The road show sets up a kicking contest for kids, displays Manchester United gear and introduces Chevy to consumers who know nothing of GM's recent travails that culminated in the 2009 bankruptcy.
"You could almost think of it as a form of rebranding to say, 'We're not just an American brand, we're a global brand,' " said Stephen McDaniel, a University of Maryland professor who teaches sports marketing. "You have to redefine your brand to adapt to other markets."
Automakers sold 19.2 million vehicles in China last year, almost 5 million more than were sold in the U.S. That is expected to reach 30 million annually by the end of the decade. A large portion of those sales were in the largest cities such as Beijing and Shanghai.
But most new buyers will come from the country's interior, which is poorer, yet gradually gaining economic traction. Understanding local preferences and tailoring marketing accordingly is crucial.
For example, at the Dongchang Chevrolet dealership in Shanghai, customers come face to face with a huge Manchester United poster splashed across a wall.
Morningstar analyst David Whiston, who tracks GM's financial performance, said the Manchester United deal could prove to be successful "if you get Chevy customers onto a website."
But $559 million to get on the cultural radar is a high-stakes bet. Especially when the expectations of ManU fans are for nothing less than a world championship every year.
"I don't think it was a complete mistake," Whiston said. "Was it a lot of money? Yes. I think it still remains to be seen if it was worth the investment. If it continues to stay popular in China and they keep winning, then that's great for GM."

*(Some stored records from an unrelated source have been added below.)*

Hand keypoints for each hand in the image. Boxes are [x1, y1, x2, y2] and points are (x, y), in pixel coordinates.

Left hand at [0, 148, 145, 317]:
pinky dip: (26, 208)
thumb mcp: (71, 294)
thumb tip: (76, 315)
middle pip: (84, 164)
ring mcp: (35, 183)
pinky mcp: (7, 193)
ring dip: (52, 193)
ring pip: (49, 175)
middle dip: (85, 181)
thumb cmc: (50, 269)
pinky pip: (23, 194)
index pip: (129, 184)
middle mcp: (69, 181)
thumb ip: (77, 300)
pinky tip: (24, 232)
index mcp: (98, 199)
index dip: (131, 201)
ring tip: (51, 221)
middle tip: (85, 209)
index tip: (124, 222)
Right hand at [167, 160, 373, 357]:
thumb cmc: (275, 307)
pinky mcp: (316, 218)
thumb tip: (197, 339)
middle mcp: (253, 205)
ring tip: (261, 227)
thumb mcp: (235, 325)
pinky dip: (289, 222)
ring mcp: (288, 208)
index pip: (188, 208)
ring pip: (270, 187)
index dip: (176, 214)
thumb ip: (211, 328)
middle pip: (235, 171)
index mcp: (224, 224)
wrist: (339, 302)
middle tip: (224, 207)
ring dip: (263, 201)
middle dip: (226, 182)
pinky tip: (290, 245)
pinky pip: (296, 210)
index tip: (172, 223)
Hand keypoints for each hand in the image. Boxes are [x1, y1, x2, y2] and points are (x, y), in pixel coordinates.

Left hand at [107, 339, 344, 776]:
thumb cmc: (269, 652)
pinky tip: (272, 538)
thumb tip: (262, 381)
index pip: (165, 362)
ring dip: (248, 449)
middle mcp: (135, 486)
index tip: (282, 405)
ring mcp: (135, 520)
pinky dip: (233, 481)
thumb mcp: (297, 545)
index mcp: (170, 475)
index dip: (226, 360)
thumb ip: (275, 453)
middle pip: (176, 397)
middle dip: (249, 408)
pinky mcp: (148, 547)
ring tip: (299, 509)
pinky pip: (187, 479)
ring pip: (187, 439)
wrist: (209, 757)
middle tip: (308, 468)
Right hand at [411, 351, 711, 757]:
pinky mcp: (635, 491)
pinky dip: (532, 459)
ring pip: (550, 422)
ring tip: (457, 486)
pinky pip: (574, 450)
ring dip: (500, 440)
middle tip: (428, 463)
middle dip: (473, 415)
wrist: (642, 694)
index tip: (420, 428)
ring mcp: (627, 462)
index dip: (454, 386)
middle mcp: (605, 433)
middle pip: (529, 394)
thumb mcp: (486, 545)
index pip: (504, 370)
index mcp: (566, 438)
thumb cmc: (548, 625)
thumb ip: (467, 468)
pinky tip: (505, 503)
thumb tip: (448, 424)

China is GM's biggest market, but it was Chevy's third-biggest market in 2012, behind the U.S. and Brazil. Choi said China would pass Brazil this year.
Chevy's market share in China was steady at 4.1% in 2011 and 4.2% in 2012, up from 2.4% in 2005, according to GM.
To reach more buyers in developing cities, Chevy is adding 45 dealers in China in 2013, which will expand the retail network to 665 selling points.
If Manchester United has an excellent year, there may be room for more growth.